Vorst Neuer König nach dem 223. Schuss

Vorst · Philipp Janßen aus Vorst liebt das Schützenwesen und engagiert sich in der Lokalpolitik.

Das Königshaus der Bürger Junggesellen Vorst (von links): Katharina Werner und Carsten Schneider, das Königspaar Philipp Janßen und Sabine Kern sowie Svenja Depolt und Simon Fimmers.

Foto: Sebatian Röttges/Sebastian Röttges

Der 223. Schuss war der entscheidende, danach stand fest: Philipp Janßen ist der neue Schützenkönig der Bürger Junggesellen, einer Schützenbruderschaft, die seit 1564 im Tönisvorster Stadtteil Vorst ansässig ist. Wer einer so traditionsreichen Bruderschaft angehört, für den ist es schwer, Vereinsgeschichte zu schreiben. Philipp Janßen ist es dennoch gelungen, denn der 35-Jährige ist der erste Schützenkönig der Bruderschaft, der im Rollstuhl
sitzt.

Für den Vorster spielte das allerdings keine große Rolle, als er beschloss, derjenige zu sein, der den Vogel abschießt. „Es war einfach schon immer ein Traum von mir, einmal König zu sein“, erzählt der Verwaltungsfachangestellte, der den „Bürgern“ seit 20 Jahren angehört.

Janßen hat eine Krankheit, die
nur 80 Menschen weltweit haben

Von der Tatsache, dass er eine spondyläre epiphysäre pseudorheumatische Dysplasie hat, eine Krankheit, die nur 80 Menschen auf der ganzen Welt haben, die den Knorpel in den Gelenken angreift und dazu führt, dass Philipp Janßen im Rollstuhl sitzt, ließ sich der Vorster nicht ausbremsen, obwohl es eine Hürde zu überwinden gab: Das Gewehr, mit dem die Schützenbrüder den Vogel von der Stange holen, ist an einer Lafette, einer Halterung befestigt. Die Höhe der Lafette ist für stehende Menschen berechnet.

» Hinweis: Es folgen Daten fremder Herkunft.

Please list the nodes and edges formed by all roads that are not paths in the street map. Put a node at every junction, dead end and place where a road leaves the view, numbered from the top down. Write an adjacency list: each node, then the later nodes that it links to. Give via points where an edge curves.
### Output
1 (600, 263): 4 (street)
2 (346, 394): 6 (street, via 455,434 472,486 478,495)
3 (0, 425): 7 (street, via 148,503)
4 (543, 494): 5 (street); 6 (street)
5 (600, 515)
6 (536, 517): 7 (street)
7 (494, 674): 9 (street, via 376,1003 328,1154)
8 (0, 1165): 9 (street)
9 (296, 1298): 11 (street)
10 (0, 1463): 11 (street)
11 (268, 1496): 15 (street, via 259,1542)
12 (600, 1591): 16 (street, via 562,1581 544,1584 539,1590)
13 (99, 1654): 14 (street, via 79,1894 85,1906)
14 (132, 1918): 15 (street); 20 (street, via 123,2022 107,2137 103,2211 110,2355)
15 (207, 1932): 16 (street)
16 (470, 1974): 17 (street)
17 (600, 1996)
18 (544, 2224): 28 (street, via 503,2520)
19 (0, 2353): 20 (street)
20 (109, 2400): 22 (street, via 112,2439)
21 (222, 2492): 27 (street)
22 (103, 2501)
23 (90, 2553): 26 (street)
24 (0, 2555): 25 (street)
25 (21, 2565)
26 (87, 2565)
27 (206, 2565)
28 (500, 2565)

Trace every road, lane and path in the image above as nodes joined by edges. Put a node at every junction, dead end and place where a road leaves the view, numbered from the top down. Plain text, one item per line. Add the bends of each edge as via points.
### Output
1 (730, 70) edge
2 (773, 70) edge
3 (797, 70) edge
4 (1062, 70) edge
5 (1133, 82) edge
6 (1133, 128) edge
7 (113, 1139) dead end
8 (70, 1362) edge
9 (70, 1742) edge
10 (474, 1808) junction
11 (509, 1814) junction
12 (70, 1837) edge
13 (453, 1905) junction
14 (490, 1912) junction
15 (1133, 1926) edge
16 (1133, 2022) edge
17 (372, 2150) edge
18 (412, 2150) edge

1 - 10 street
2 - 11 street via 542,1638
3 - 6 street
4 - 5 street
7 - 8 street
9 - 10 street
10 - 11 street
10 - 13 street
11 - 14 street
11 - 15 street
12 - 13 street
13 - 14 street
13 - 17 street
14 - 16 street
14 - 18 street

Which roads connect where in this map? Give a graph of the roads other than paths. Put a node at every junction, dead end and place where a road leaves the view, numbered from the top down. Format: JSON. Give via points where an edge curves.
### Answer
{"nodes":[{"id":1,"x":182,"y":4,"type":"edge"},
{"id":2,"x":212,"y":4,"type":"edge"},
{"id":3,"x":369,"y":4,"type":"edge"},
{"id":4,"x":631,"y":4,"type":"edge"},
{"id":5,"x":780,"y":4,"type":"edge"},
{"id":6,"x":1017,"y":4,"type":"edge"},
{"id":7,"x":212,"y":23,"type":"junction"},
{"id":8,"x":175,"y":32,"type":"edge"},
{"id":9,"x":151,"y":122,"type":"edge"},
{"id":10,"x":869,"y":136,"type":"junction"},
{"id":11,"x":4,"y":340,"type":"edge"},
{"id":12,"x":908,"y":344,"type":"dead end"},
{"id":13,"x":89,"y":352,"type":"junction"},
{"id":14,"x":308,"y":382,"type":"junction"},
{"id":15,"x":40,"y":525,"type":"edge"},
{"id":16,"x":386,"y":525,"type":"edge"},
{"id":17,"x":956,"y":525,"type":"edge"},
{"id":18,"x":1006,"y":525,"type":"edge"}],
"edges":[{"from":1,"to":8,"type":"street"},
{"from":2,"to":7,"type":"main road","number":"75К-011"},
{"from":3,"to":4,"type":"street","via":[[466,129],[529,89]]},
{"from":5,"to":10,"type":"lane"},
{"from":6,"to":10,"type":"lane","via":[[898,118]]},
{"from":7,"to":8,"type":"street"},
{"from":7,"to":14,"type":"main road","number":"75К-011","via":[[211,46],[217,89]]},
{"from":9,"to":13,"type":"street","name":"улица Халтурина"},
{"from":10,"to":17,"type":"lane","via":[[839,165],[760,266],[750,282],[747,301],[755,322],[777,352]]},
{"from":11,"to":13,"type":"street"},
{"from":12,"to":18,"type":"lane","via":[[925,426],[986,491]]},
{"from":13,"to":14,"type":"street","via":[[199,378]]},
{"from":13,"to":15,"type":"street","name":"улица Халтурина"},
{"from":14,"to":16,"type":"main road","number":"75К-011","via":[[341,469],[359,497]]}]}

Aber die Vorster Schützen wären nicht das, was sie sind, wenn sie sich von diesem Umstand hätten abschrecken lassen. „Carsten Schneider, ein Tischlermeister aus der Bruderschaft, hat mir ein Podest gebaut, durch das ich genau die richtige Höhe hatte“, erzählt Philipp Janßen. Brenzlig war der Vogelschuss dann aber doch noch, denn der Wettbewerb wurde im Januar ausgetragen, es war kalt, regnete, und das Podest vereiste. „Das war schon ziemlich glatt, aber alle haben aufgepasst und geholfen, sodass nichts passiert ist, außer, dass ich König geworden bin“, erinnert sich der 35-Jährige und schmunzelt.

Auch eine andere Herausforderung meisterte der Vorster mit Bravour: den Krönungstanz. Mit seiner Königin Sabine Kern besuchte er einen Tanzkursus für Rollstuhlfahrer, sodass das Paar beim Krönungsball einen langsamen Walzer hinlegte, der manchen weniger geschickten Tänzer neidisch werden ließ. „Ich brauche nur ein bisschen mehr Platz auf der Tanzfläche, aber den hatte ich als König ja“, erzählt Janßen und zeigt schon wieder sein verschmitztes Lächeln.

Überhaupt nimmt der junge Mann das Leben mit Humor, versucht, aus allem das Beste zu machen und sich trotz seiner Behinderung nicht einschränken zu lassen. Er fährt Auto, geht sehr gerne ins Kino, ist bei den Veranstaltungen der Bürger Junggesellen dabei, verreist gerne, hat eine Skatrunde, liebt Poker, ist im Kegelclub und engagiert sich in der Lokalpolitik.

„Ich bin seit zehn Jahren bei der GUT, der Gemeinschaft unabhängiger Tönisvorster. Ich möchte Politik vor Ort mitgestalten“, sagt der Ratsherr, der sich besonders für die Schul- und Kulturpolitik interessiert. Es nützte nichts zu meckern, man müsse machen. Und es klingt so, als wäre das sein Lebensmotto.